In the ten days following Rosh Hashanah, called Yamim Noraim, it is believed that God opens the channels to the sky directly to allow any prayers and requests to go through his gates of Heaven. In these ten days, Jewish people all around the world pray and ask for forgiveness and plead with God to “change His mind” if He wrote anything bad in his books for the coming year.

Yom Kippur is believed to be the day that God signs his books and the decisions for the upcoming year have been made. After Yom Kippur, the coming year’s events have been decided by God — for better or worse. It is believed that a prayer on Yom Kippur, a day for self-exploration, is the most important prayer of them all.

The connection between Yom Kippur and recovery is of course the prayer. After all, we learn that every day in recovery is a day for self-exploration, every day is a day to turn our will to our Higher Power and every day is a day to ask for forgiveness.

During Yamim Noraim we are expected to look at the year that has passed and make a list of all of our wrongdoings before asking for God’s forgiveness of those sins. The custom is that you need to first ask forgiveness from God before you can ask forgiveness from others — just like in the 12 Steps! Around Yom Kippur is when Jewish people around the world start making their amends to others.

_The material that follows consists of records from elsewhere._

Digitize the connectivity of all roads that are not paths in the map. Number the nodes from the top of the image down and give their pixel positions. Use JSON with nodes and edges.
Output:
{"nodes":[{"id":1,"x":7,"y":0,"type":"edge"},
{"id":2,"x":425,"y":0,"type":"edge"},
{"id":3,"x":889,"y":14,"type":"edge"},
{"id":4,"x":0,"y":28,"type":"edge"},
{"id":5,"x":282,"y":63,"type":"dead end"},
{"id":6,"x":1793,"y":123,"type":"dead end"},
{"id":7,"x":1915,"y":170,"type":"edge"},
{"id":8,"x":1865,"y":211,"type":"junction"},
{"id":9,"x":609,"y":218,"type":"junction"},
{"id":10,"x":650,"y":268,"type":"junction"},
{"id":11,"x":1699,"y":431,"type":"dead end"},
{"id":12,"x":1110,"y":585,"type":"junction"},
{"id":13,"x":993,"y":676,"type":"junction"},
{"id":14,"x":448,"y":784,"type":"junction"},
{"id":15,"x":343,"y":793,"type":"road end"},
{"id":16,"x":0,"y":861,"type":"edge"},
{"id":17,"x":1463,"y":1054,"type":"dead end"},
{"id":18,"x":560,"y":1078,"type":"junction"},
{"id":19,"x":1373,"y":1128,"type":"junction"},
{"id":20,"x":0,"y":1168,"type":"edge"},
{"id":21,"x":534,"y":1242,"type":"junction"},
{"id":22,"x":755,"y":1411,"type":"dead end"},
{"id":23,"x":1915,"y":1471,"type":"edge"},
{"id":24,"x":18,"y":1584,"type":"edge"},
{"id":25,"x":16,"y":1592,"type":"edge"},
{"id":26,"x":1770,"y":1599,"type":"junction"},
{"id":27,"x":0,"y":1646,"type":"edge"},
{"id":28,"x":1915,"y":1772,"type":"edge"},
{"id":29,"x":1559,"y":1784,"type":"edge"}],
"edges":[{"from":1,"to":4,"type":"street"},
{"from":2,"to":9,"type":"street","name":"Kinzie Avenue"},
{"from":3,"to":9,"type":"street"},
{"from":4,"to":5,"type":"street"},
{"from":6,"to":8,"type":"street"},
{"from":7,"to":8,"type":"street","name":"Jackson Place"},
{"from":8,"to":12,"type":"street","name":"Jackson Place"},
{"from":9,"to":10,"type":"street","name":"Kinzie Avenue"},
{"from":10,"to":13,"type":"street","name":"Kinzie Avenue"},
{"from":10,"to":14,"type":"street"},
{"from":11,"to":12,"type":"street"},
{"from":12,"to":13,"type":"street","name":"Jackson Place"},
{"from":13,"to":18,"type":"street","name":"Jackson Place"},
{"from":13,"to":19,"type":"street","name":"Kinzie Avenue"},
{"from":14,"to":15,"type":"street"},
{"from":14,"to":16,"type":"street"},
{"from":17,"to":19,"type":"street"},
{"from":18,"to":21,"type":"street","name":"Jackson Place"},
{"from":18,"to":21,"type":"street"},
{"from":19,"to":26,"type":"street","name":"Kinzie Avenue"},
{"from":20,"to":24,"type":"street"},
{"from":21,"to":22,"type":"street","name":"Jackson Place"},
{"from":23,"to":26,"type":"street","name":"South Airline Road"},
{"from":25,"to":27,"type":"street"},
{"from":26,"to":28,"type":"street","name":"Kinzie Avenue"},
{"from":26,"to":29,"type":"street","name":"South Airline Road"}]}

Growing up in a Jewish Orthodox home back in Israel, the holiest place of them all, I felt resentment towards Yom Kippur. I used to think that Yom Kippur was when I was being judged by God for all my wrongdoings during my active addiction — the theft, the lies, the using, cheating, manipulating, broken promises and everything horrible that my addiction caused me to do. I used to think, can it really be that easy? Fast for 24 hours, go to synagogue, say my prayers and ask forgiveness and with a whip of a wand it’ll all go away? Is there really nothing more to it? Surely it can’t be that easy! How difficult would it be to go up to those so many people that I’ve hurt and say the words “I’m sorry”?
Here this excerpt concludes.